A Salerno è finito pure il rapporto relativo ad una cena tenuta in casa dell’avvocato Giancarlo Pittelli alla quale avrebbero partecipato otto togati. Il telefono cellulare del penalista – agli arresti da dicembre per concorso esterno in associazione mafiosa – era stato infettato con un “Troian” e, dunque, fungeva da vera e propria microspia, consentendo agli inquirenti di registrare tutti i colloqui sviluppati nell’area di normale captazione uditiva.

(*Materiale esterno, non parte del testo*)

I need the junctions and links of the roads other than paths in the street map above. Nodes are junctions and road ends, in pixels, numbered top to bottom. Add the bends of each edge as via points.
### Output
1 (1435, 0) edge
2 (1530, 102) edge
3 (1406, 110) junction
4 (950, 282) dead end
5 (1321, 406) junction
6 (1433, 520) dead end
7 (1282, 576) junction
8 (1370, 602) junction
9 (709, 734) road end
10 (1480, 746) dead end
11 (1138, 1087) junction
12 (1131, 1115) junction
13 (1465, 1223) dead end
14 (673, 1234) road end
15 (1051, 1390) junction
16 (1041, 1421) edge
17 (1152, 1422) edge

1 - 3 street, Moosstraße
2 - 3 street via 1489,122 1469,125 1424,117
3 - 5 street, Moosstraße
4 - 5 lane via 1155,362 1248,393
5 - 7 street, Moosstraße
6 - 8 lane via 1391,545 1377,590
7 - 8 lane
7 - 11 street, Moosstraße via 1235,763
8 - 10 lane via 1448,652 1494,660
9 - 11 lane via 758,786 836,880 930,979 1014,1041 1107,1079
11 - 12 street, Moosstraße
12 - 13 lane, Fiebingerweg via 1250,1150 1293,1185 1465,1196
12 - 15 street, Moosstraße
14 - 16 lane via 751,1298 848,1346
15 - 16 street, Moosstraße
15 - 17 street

Alla vasta mole di materiale raccolto si devono poi aggiungere le confessioni rese da boss e picciotti pentiti. Al momento sono note, perché depositate in alcuni processi, solo le dichiarazioni rese dal vibonese Andrea Mantella ma vanno considerati tanti altri collaboratori di giustizia che potrebbero conoscere segreti inconfessabili.

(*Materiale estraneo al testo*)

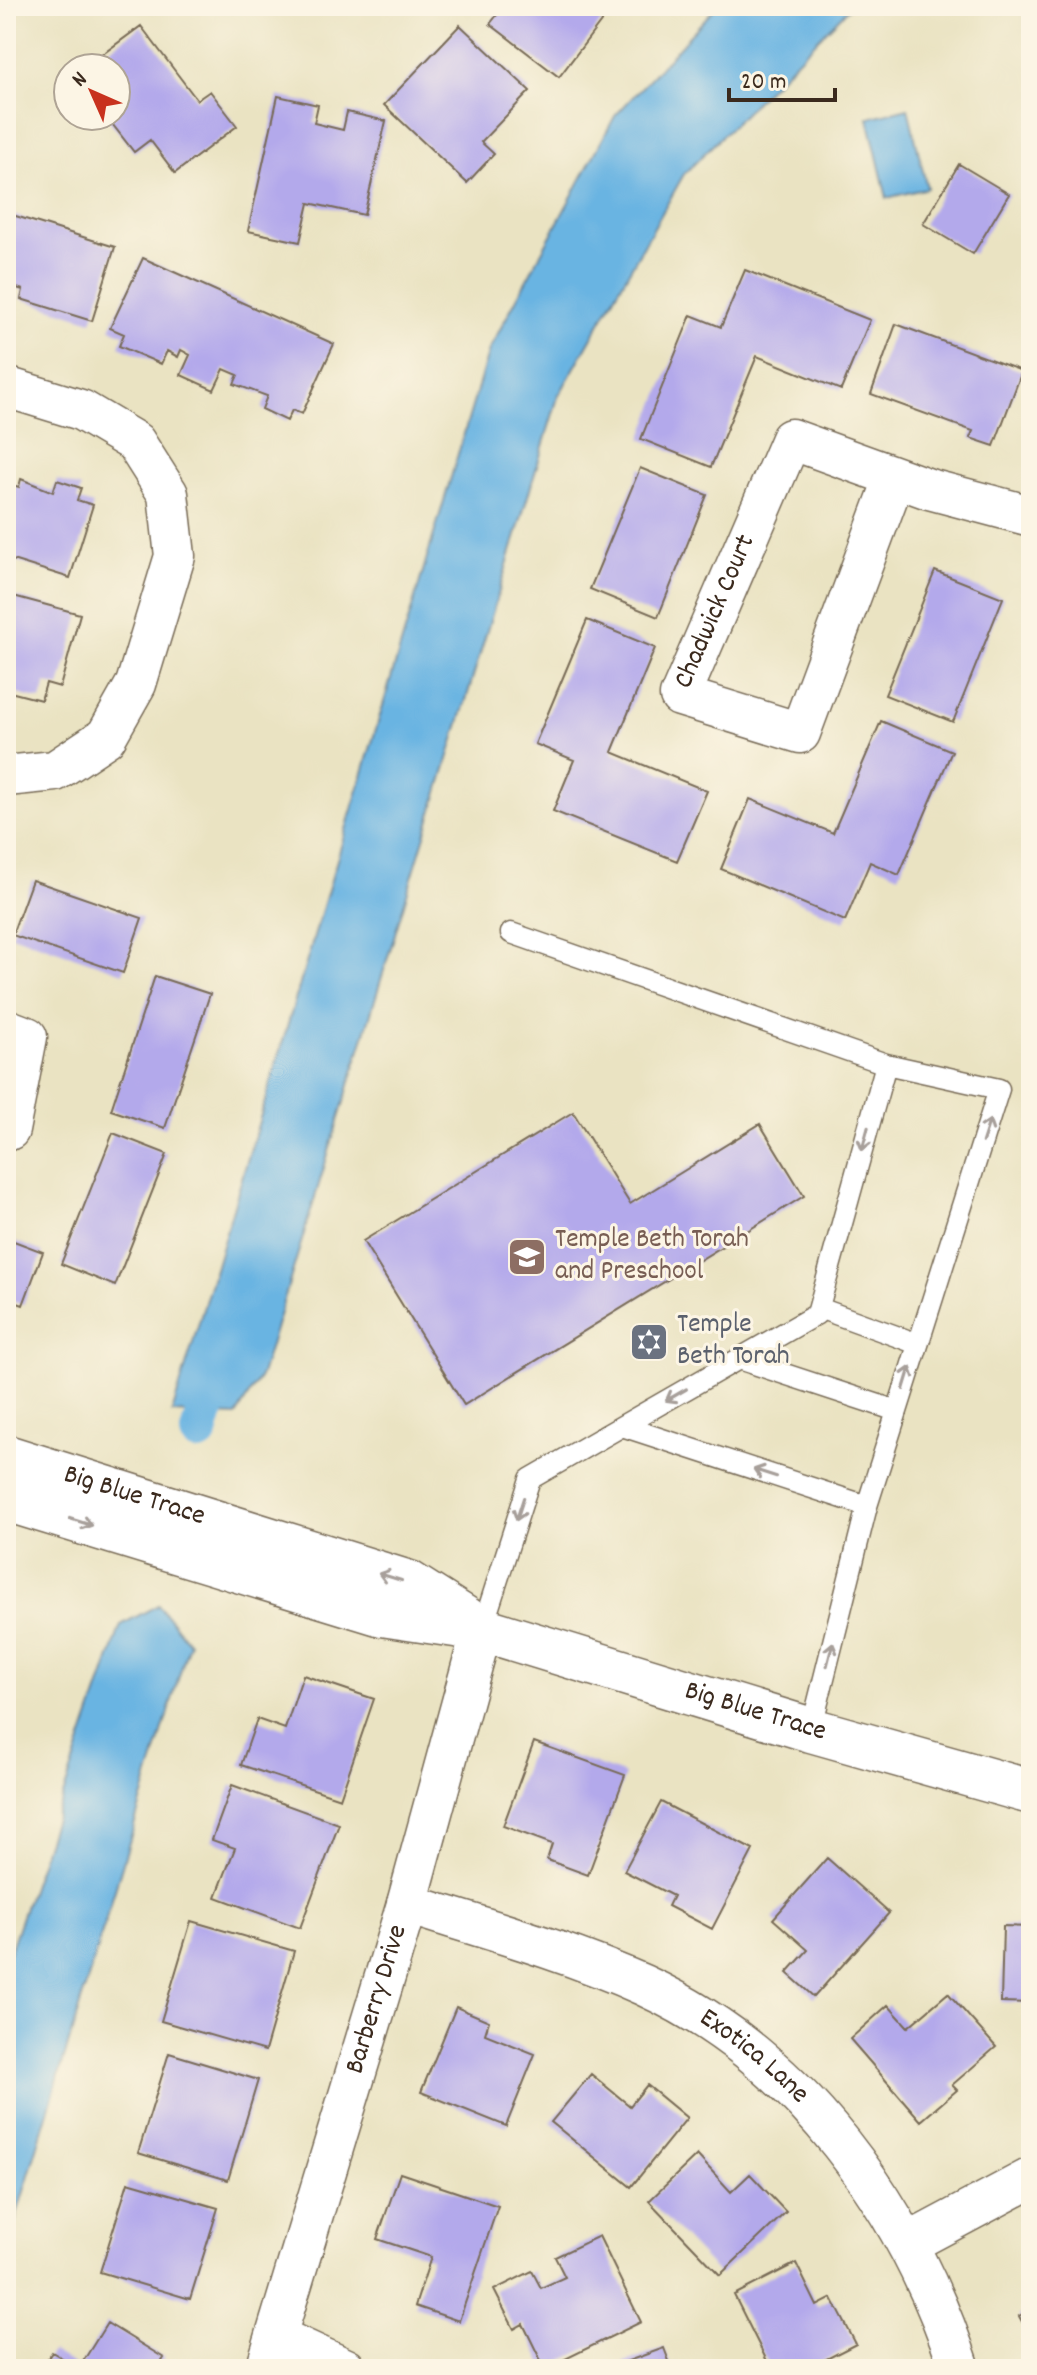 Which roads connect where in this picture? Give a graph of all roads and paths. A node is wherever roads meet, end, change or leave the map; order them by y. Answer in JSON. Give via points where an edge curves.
{"nodes":[{"id":1,"x":6,"y":387,"type":"edge"},
{"id":2,"x":895,"y":477,"type":"junction"},
{"id":3,"x":1031,"y":516,"type":"edge"},
{"id":4,"x":6,"y":776,"type":"edge"},
{"id":5,"x":511,"y":933,"type":"dead end"},
{"id":6,"x":6,"y":1029,"type":"edge"},
{"id":7,"x":886,"y":1064,"type":"junction"},
{"id":8,"x":6,"y":1129,"type":"edge"},
{"id":9,"x":819,"y":1308,"type":"junction"},
{"id":10,"x":918,"y":1344,"type":"junction"},
{"id":11,"x":739,"y":1359,"type":"junction"},
{"id":12,"x":897,"y":1411,"type":"junction"},
{"id":13,"x":622,"y":1426,"type":"junction"},
{"id":14,"x":6,"y":1457,"type":"edge"},
{"id":15,"x":6,"y":1499,"type":"edge"},
{"id":16,"x":867,"y":1506,"type":"junction"},
{"id":17,"x":482,"y":1629,"type":"junction"},
{"id":18,"x":811,"y":1730,"type":"junction"},
{"id":19,"x":1031,"y":1792,"type":"edge"},
{"id":20,"x":407,"y":1904,"type":"junction"},
{"id":21,"x":1031,"y":2178,"type":"edge"},
{"id":22,"x":909,"y":2243,"type":"junction"},
{"id":23,"x":271,"y":2353,"type":"edge"},
{"id":24,"x":346,"y":2369,"type":"edge"},
{"id":25,"x":960,"y":2369,"type":"edge"}],
"edges":[{"from":1,"to":4,"type":"street","via":[[81,410],[135,442],[168,494],[175,556],[136,684],[106,737],[55,771]]},
{"from":2,"to":2,"type":"street","name":"Chadwick Court","via":[[791,439],[680,696],[800,733]]},
{"from":2,"to":3,"type":"street","name":"Chadwick Court"},
{"from":5,"to":7,"type":"lane"},
{"from":6,"to":8,"type":"street","via":[[27,1037]]},
{"from":7,"to":9,"type":"lane","one_way":true},
{"from":10,"to":7,"type":"lane","one_way":true,"via":[[999,1089]]},
{"from":9,"to":10,"type":"lane"},
{"from":9,"to":11,"type":"lane"},
{"from":12,"to":10,"type":"lane","one_way":true},
{"from":11,"to":12,"type":"lane"},
{"from":11,"to":13,"type":"lane","one_way":true},
{"from":12,"to":16,"type":"lane"},
{"from":16,"to":13,"type":"lane","one_way":true},
{"from":13,"to":17,"type":"lane","one_way":true,"via":[[530,1479]]},
{"from":17,"to":14,"type":"street","name":"Big Blue Trace","one_way":true,"via":[[409,1583]]},
{"from":15,"to":17,"type":"street","name":"Big Blue Trace","one_way":true,"via":[[382,1614]]},
{"from":18,"to":16,"type":"lane","one_way":true},
{"from":17,"to":18,"type":"street","name":"Big Blue Trace"},
{"from":17,"to":20,"type":"street","name":"Barberry Drive"},
{"from":18,"to":19,"type":"street","name":"Big Blue Trace"},
{"from":20,"to":22,"type":"street","name":"Exotica Lane","via":[[584,1960],[669,1998],[736,2042],[833,2133]]},
{"from":20,"to":23,"type":"street","name":"Barberry Drive"},
{"from":21,"to":22,"type":"street"},
{"from":22,"to":25,"type":"street","name":"Exotica Lane"},
{"from":23,"to":24,"type":"street"}]}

Ci sono figli di capibastone che da tempo “cantano” con i pubblici ministeri così come personaggi influenti del Lametino, del Crotonese e del Cosentino. Se la corruzione ha infettato i palazzi di giustizia si potrebbe presto capire fino a quale livello. Le indagini sono naturalmente delicatissime e il riserbo mantenuto è giustamente impenetrabile.